● **Assigned task**
No pictures belong in the copy. Retype exactly, and only, the stretch of lines below from the one with "Trace all roads" through the one with "Extract the road".

● **Provided data**
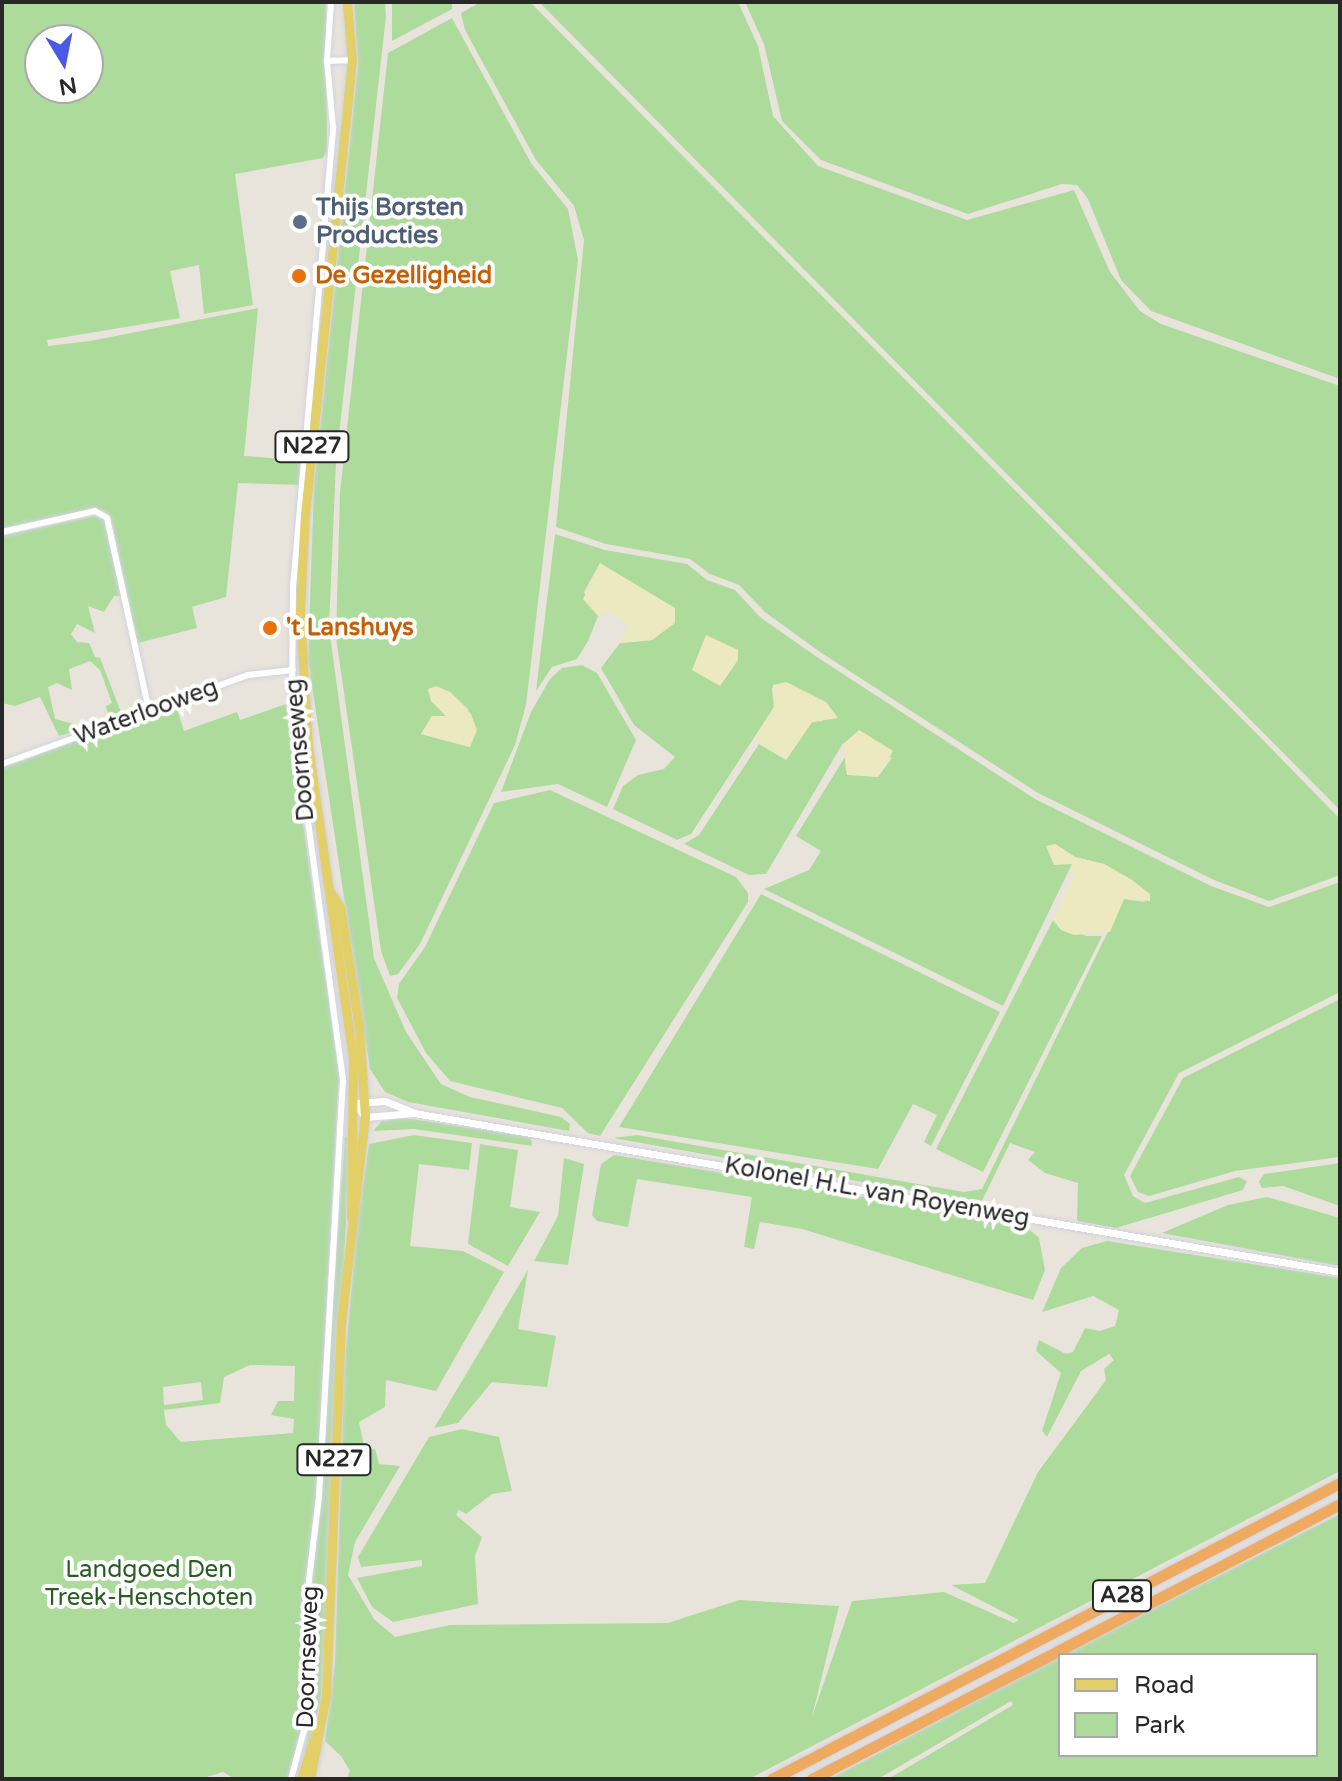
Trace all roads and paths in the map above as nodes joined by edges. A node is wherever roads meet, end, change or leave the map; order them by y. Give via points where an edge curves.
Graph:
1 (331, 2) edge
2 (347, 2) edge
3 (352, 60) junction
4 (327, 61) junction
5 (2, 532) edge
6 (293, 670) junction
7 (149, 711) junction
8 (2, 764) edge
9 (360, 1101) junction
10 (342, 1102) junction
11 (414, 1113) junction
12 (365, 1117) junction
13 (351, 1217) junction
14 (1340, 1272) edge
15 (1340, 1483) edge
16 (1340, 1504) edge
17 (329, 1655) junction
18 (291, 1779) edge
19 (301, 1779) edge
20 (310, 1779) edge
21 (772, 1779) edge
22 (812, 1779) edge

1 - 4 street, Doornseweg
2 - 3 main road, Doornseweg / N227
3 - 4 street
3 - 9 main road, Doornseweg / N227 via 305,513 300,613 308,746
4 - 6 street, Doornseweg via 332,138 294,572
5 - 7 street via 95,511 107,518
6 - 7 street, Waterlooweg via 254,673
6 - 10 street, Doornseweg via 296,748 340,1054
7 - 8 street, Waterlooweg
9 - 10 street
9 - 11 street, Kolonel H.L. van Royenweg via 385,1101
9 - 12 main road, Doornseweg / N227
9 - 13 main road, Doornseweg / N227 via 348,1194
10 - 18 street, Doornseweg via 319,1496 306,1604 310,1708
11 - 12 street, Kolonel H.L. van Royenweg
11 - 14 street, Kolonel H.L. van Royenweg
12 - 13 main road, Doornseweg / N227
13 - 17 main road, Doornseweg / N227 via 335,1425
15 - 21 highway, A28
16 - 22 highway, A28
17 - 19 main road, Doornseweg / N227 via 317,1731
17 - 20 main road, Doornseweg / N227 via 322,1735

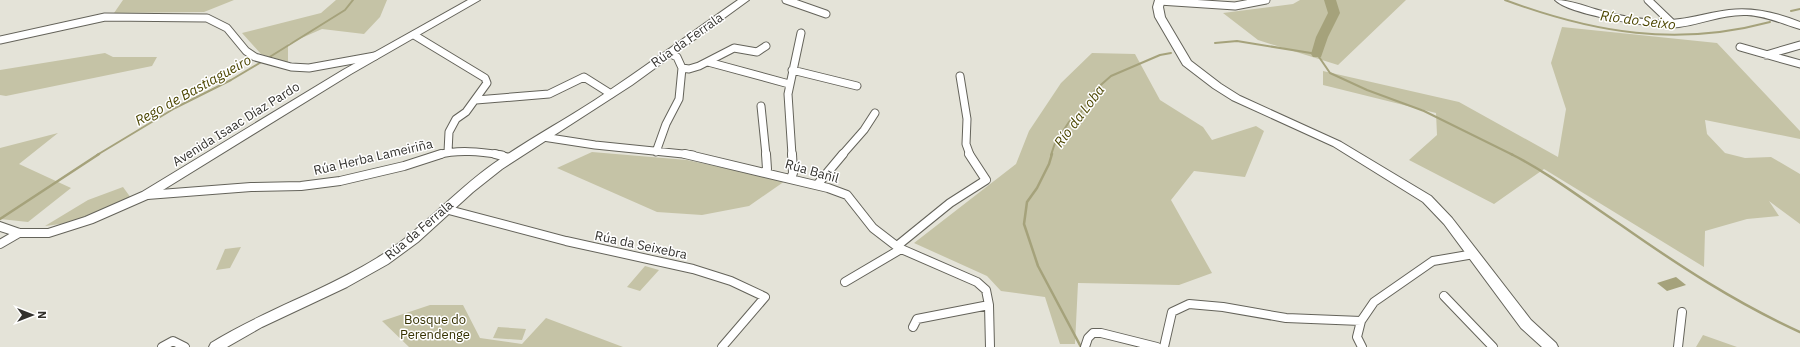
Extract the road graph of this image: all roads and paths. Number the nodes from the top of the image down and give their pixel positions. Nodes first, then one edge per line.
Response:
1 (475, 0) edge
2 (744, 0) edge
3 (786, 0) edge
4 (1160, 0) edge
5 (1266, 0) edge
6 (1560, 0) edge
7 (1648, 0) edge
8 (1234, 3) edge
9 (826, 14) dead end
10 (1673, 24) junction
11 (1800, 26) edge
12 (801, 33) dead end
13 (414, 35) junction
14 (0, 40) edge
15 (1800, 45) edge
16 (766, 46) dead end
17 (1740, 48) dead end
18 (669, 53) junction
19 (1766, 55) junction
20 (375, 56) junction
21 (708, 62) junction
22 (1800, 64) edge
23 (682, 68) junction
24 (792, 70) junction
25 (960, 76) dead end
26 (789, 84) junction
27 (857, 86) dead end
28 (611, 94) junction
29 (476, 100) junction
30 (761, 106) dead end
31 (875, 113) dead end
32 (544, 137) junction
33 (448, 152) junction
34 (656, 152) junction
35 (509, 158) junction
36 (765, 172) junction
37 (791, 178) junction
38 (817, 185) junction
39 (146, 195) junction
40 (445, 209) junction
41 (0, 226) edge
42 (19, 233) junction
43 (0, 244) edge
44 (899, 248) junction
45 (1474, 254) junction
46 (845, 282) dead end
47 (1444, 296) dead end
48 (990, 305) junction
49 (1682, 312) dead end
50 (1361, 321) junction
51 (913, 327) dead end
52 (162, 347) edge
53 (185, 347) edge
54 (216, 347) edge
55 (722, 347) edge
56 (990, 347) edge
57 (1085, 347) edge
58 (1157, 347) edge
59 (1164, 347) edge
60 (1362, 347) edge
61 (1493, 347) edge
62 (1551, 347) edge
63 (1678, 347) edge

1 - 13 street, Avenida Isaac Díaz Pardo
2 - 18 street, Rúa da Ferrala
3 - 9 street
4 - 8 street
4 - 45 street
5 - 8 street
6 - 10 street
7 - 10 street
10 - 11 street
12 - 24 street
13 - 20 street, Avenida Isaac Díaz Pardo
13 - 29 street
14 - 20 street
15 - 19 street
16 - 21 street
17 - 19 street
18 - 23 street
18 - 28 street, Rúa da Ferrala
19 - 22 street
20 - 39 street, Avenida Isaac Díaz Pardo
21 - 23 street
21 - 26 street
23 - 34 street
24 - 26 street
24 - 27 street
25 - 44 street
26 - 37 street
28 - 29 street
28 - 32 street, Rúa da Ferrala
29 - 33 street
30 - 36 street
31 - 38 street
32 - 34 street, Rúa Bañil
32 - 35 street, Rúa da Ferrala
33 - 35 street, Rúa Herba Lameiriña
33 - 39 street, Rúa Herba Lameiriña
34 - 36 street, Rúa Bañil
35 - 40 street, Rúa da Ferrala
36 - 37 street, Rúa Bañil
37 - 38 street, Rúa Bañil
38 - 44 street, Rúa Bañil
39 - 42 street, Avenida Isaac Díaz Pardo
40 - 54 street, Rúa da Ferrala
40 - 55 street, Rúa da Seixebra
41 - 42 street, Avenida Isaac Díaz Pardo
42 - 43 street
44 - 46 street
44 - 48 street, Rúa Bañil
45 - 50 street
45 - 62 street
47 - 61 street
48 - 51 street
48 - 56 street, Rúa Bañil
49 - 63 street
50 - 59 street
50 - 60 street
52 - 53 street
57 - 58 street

---

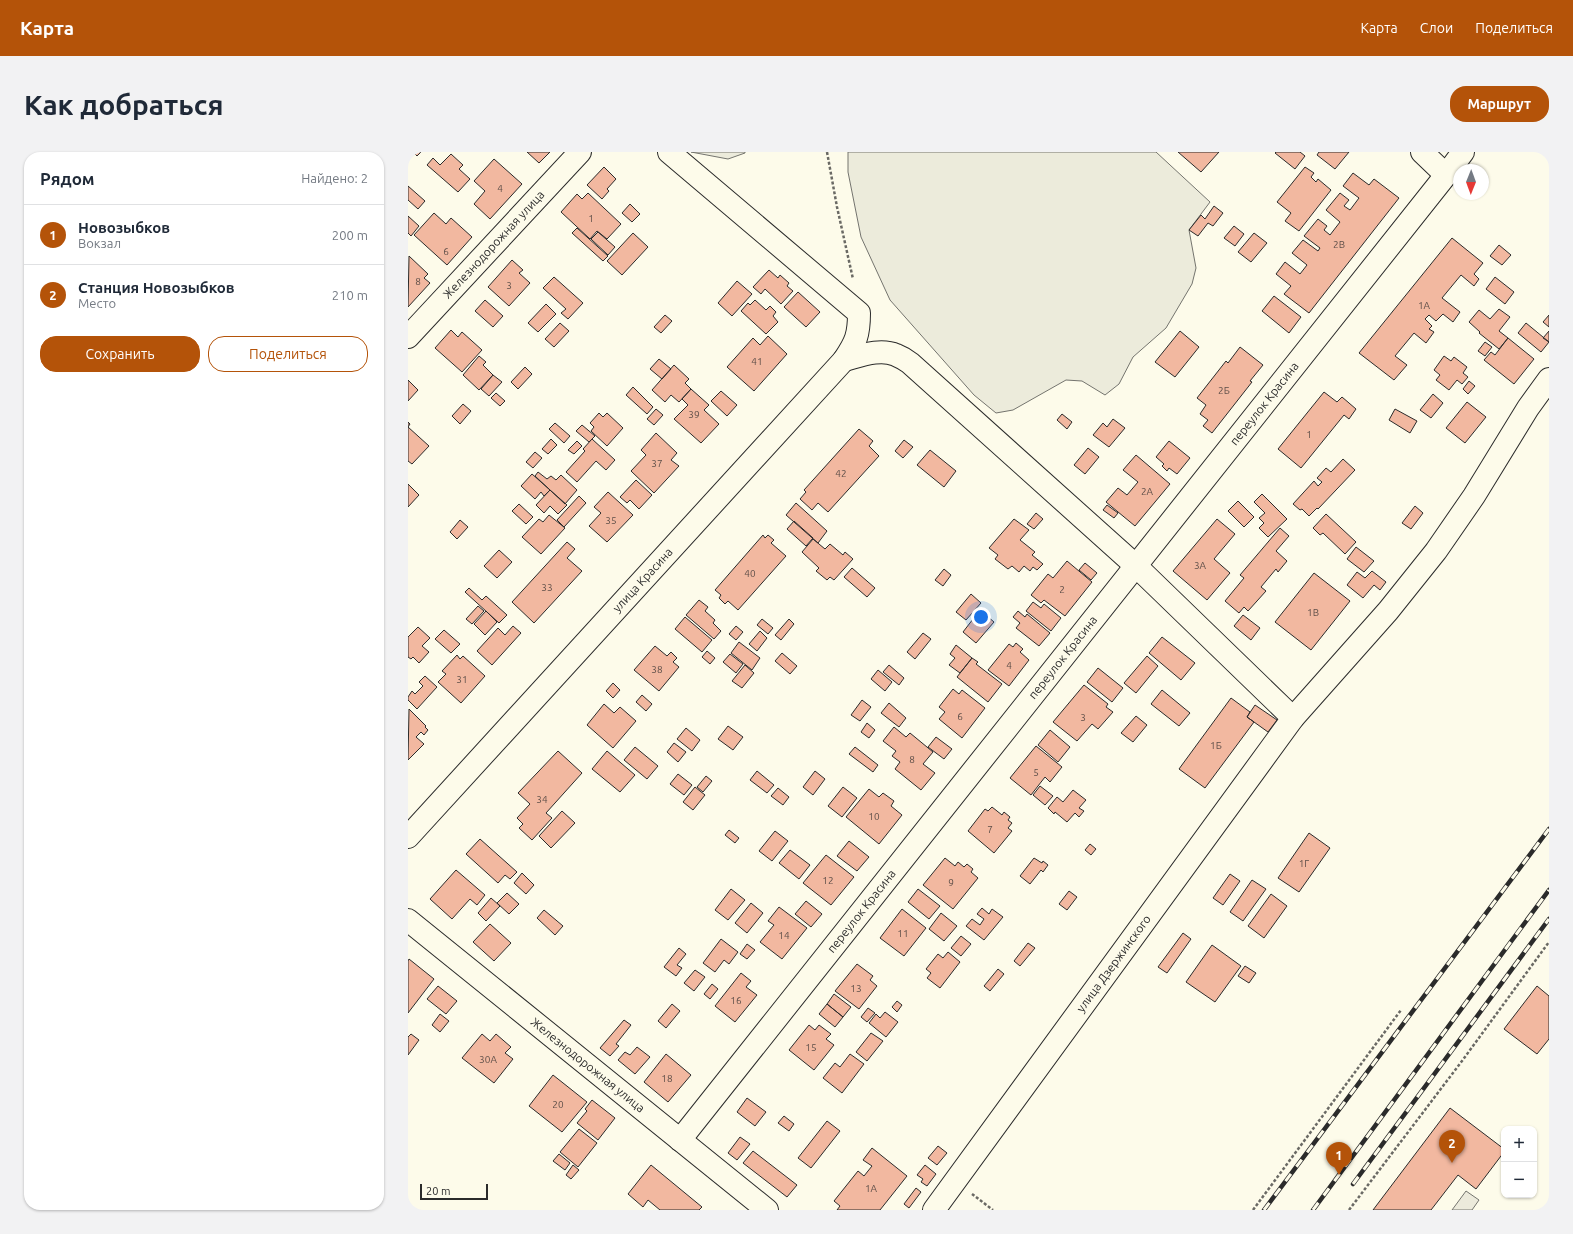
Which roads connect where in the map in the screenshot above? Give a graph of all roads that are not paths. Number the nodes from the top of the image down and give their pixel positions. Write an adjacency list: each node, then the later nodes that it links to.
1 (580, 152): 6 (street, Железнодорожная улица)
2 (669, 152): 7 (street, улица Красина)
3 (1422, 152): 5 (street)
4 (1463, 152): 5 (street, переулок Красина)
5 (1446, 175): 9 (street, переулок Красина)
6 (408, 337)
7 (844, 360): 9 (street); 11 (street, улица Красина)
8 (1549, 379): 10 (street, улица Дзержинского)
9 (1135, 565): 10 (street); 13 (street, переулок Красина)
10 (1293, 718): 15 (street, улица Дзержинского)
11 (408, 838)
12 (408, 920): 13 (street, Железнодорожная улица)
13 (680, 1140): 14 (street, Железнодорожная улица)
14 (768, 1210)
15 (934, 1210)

● **Task solution**
Trace all roads and paths in the map above as nodes joined by edges. A node is wherever roads meet, end, change or leave the map; order them by y. Give via points where an edge curves.
Graph:
1 (331, 2) edge
2 (347, 2) edge
3 (352, 60) junction
4 (327, 61) junction
5 (2, 532) edge
6 (293, 670) junction
7 (149, 711) junction
8 (2, 764) edge
9 (360, 1101) junction
10 (342, 1102) junction
11 (414, 1113) junction
12 (365, 1117) junction
13 (351, 1217) junction
14 (1340, 1272) edge
15 (1340, 1483) edge
16 (1340, 1504) edge
17 (329, 1655) junction
18 (291, 1779) edge
19 (301, 1779) edge
20 (310, 1779) edge
21 (772, 1779) edge
22 (812, 1779) edge

1 - 4 street, Doornseweg
2 - 3 main road, Doornseweg / N227
3 - 4 street
3 - 9 main road, Doornseweg / N227 via 305,513 300,613 308,746
4 - 6 street, Doornseweg via 332,138 294,572
5 - 7 street via 95,511 107,518
6 - 7 street, Waterlooweg via 254,673
6 - 10 street, Doornseweg via 296,748 340,1054
7 - 8 street, Waterlooweg
9 - 10 street
9 - 11 street, Kolonel H.L. van Royenweg via 385,1101
9 - 12 main road, Doornseweg / N227
9 - 13 main road, Doornseweg / N227 via 348,1194
10 - 18 street, Doornseweg via 319,1496 306,1604 310,1708
11 - 12 street, Kolonel H.L. van Royenweg
11 - 14 street, Kolonel H.L. van Royenweg
12 - 13 main road, Doornseweg / N227
13 - 17 main road, Doornseweg / N227 via 335,1425
15 - 21 highway, A28
16 - 22 highway, A28
17 - 19 main road, Doornseweg / N227 via 317,1731
17 - 20 main road, Doornseweg / N227 via 322,1735

Extract the road graph of this image: all roads and paths. Number the nodes from the top of the image down and give their pixel positions. Nodes first, then one edge per line.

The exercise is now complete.